Often when I ask people why they support Obama for president, they tell me that they want someone who is more intelligent than they are, and has a more informed world-view. I ask Ivy Leaguers how much more intelligent they believe politicians are than they, that those politicians could look at a set of information and make a better analysis or decision than if those same people I ask looked at the same information. I rarely get a thoughtful answer.
These same people who seek elite political leaders are critical of Sarah Palin. Some of them concede that Barack Obama has little experience to rely on, and they are more interested in what Palin’s VP selection says about McCain. There is, however, a lack of understanding of heartland conservatism and of the idea of self-government from the college educated and the DC/NY media and political circles.
That Republicans like Peggy Noonan and David Brooks have criticized Sarah Palin is disappointing, but not surprising. The elite media prefers one of their own, not an outsider like Palin who represents the self-government that our country was founded upon.
The big-tent Republicans were the same ones who didn’t understand Ronald Reagan. These elites are generally embarrassed by middle America and religious conservatives. Reagan was able to coalesce the social, economic, and national security conservatives in a way that few Republicans have.

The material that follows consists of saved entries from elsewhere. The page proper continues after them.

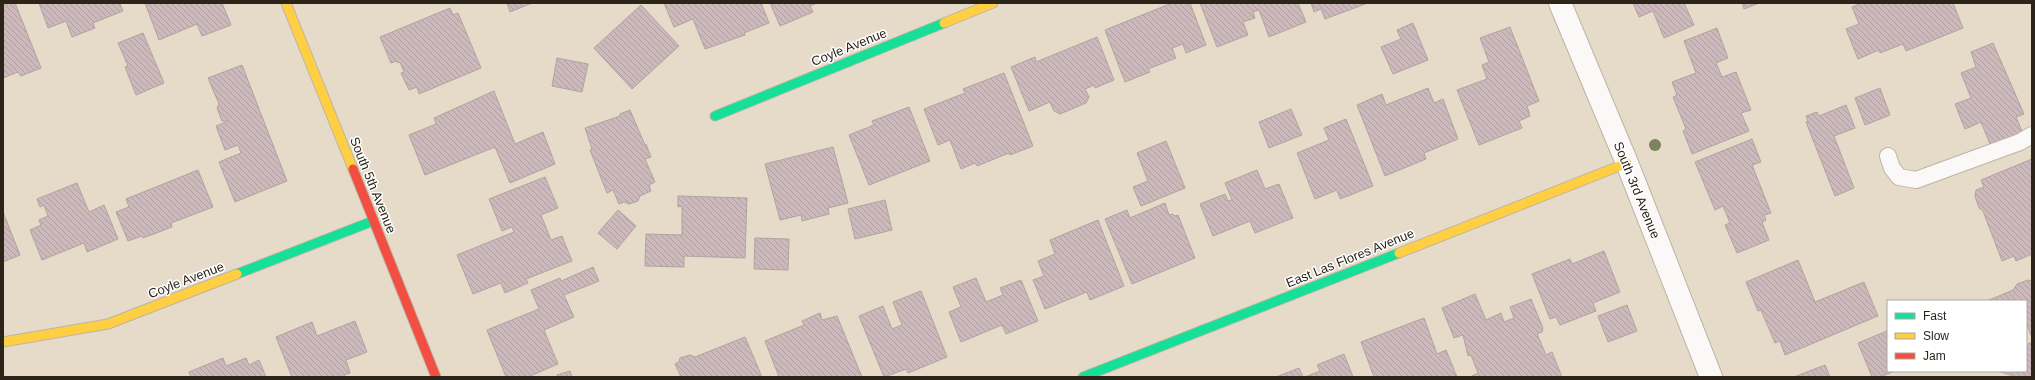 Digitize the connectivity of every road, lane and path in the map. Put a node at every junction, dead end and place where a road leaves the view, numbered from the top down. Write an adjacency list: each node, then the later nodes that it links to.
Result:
1 (286, 3): 8 (street, South 5th Avenue)
2 (993, 3): 4 (street, Coyle Avenue)
3 (1560, 3): 7 (street, South 3rd Avenue)
4 (715, 116)
5 (2032, 135): 6 (lane)
6 (1888, 156)
7 (1627, 162): 11 (street, East Las Flores Avenue); 12 (street, South 3rd Avenue)
8 (373, 221): 9 (street, Coyle Avenue); 10 (street, South 5th Avenue)
9 (3, 342)
10 (436, 377)
11 (1083, 377)
12 (1711, 377)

John McCain is not Ronald Reagan, he is one of the big-tent conservatives who believe in appeasing centrist and independent voters. This is part of why McCain has had a nice relationship with the media prior to his Republican presidential nomination.
Sarah Palin is a conservative in every sense. She comes from a working family and has no fancy pedigree. She wasn’t a lawyer-turned-legislator who worked her way up through the ranks and softened her conservatism under the pressures of Washington and the media. She is outside the elite narrative of the DC/NY corridor. She is like most Americans, who do not live in metropolitan cities and proclaim themselves as intelligent and sophisticated because of their education or employment.
Barack Obama and Joe Biden are elites, no matter that they didn’t begin that way. Biden has made his career in Washington, where he has learned he can get away with complete dishonesty with the help of the media (remember the tally of errors from the VP debate?). Obama has learned quickly how to take advantage of the opportunities offered to those among the mostly left elite circles, including how to avoid telling us who he really is.
Obama and Biden are like all the other elites who think they know better than we do. Obama’s 2001 radio interview only confirms this, as he clearly laments the structure of this country as it is. Obama wants the government to control the country, because he believes that it is inherently bad, and therefore we cannot trust the people to make good decisions.
His comments in that interview display a recognition that the courts are not suited to institute the change he seeks; they suggest that he has sought power so that he could correct the country and the world as he sees fit, even if his changes do not align with the Constitution.
The contrast between Sarah Palin and Barack Obama highlights the basic choice in this election: empowering self-proclaimed elites or average individuals.